Please reproduce all entries word for word and omit their pictures.
───
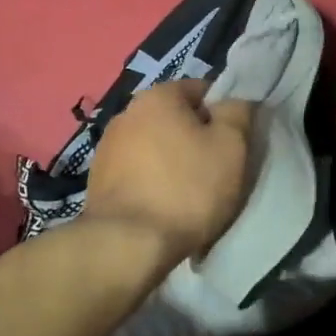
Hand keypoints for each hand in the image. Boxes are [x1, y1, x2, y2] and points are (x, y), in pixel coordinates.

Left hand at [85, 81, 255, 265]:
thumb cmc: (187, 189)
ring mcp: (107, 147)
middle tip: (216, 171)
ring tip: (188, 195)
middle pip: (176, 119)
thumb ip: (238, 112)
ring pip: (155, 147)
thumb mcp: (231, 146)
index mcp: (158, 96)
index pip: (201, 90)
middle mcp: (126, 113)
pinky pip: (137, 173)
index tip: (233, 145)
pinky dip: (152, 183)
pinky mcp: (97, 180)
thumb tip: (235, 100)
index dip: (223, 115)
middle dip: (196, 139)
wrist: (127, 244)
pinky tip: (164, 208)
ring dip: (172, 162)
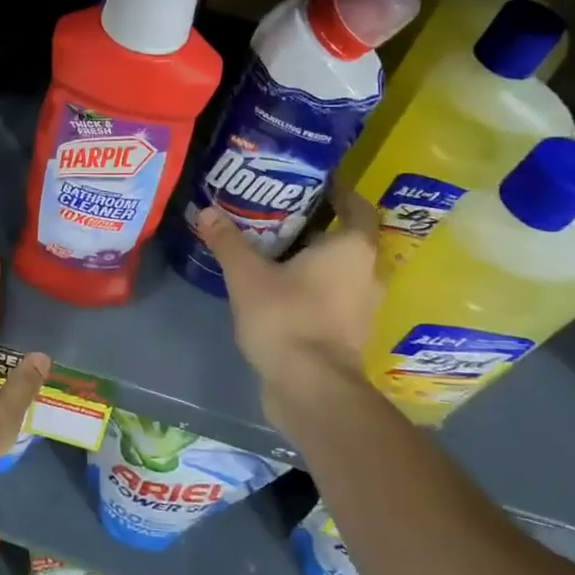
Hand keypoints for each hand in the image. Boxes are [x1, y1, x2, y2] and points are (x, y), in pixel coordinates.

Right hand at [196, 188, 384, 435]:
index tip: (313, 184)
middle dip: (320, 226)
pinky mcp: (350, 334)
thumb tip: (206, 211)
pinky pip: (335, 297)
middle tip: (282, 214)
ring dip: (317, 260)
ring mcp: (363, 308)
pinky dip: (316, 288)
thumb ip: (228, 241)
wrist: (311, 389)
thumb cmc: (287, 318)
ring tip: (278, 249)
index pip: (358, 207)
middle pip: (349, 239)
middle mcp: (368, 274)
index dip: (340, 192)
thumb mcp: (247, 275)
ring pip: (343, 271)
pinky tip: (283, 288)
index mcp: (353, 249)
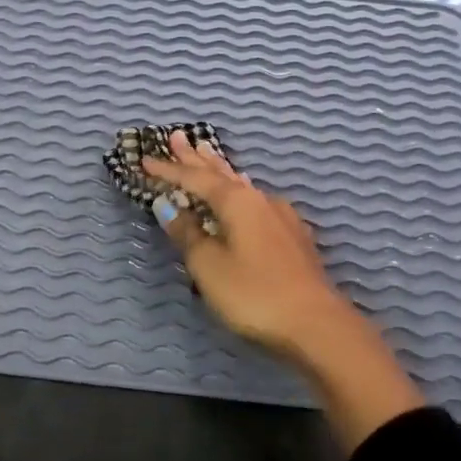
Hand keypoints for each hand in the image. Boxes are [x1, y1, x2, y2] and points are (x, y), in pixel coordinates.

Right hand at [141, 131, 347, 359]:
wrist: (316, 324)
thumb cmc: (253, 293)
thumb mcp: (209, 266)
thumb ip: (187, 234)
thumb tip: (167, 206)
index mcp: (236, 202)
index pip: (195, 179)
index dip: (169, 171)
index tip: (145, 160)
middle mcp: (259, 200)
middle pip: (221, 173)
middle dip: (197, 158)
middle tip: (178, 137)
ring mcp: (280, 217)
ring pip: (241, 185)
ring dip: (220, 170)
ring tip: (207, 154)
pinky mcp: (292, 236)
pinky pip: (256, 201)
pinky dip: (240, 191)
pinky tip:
───
Answer to the exercise:
Hand keypoints for each hand in the image. Boxes are [x1, y1, x2, y2] and points are (x, y), in pixel coordinates.

Left hand at [85, 81, 255, 265]:
thumb cmc: (187, 189)
ring mcp: (107, 147)
middle tip: (216, 171)
ring tip: (188, 195)
middle pip: (176, 119)
thumb ip: (238, 112)
ring pip: (155, 147)
thumb mcp: (231, 146)
index mcp: (158, 96)
index pip: (201, 90)
middle mcp: (126, 113)
pinky pip: (137, 173)
index tip: (233, 145)
pinky dip: (152, 183)
pinky mcp: (97, 180)
thumb tip: (235, 100)
index dip: (223, 115)
middle dip: (196, 139)
wrist: (127, 244)
pinky tip: (164, 208)
ring dip: (172, 162)
Hand keypoints for each hand in the image. Boxes are [x1, y1, x2, y2] and points are (x, y), in pixel coordinates.

Right hand at [196, 188, 384, 435]:
index tip: (313, 184)
middle dip: (320, 226)
pinky mcp: (350, 334)
thumb tip: (206, 211)
pinky pip: (335, 297)
middle tip: (282, 214)
ring dip: (317, 260)
ring mcp: (363, 308)
pinky dip: (316, 288)
thumb ip: (228, 241)
wrist: (311, 389)
thumb cmc: (287, 318)
ring tip: (278, 249)
index pip: (358, 207)
middle pip: (349, 239)
middle mcp: (368, 274)
index dip: (340, 192)
thumb mcp: (247, 275)
ring pip: (343, 271)
pinky tip: (283, 288)
index mcp: (353, 249)
Hand keypoints for each hand in the image. Boxes are [x1, y1, x2, y2] and points are (x, y), in pixel coordinates.

Right hand at [141, 131, 347, 359]:
wrist: (316, 324)
thumb cmc: (253, 293)
thumb mcp: (209, 266)
thumb ip: (187, 234)
thumb tip: (167, 206)
index mcp: (236, 202)
index pip: (195, 179)
index dip: (169, 171)
index tip: (145, 160)
middle mcp: (259, 200)
middle pip: (221, 173)
middle dip: (197, 158)
middle tip: (178, 137)
ring mcp: (280, 217)
ring pip: (241, 185)
ring dip: (220, 170)
ring tip: (207, 154)
pinky mcp: (292, 236)
pinky pip: (256, 201)
pinky dip: (240, 191)
pinky tip:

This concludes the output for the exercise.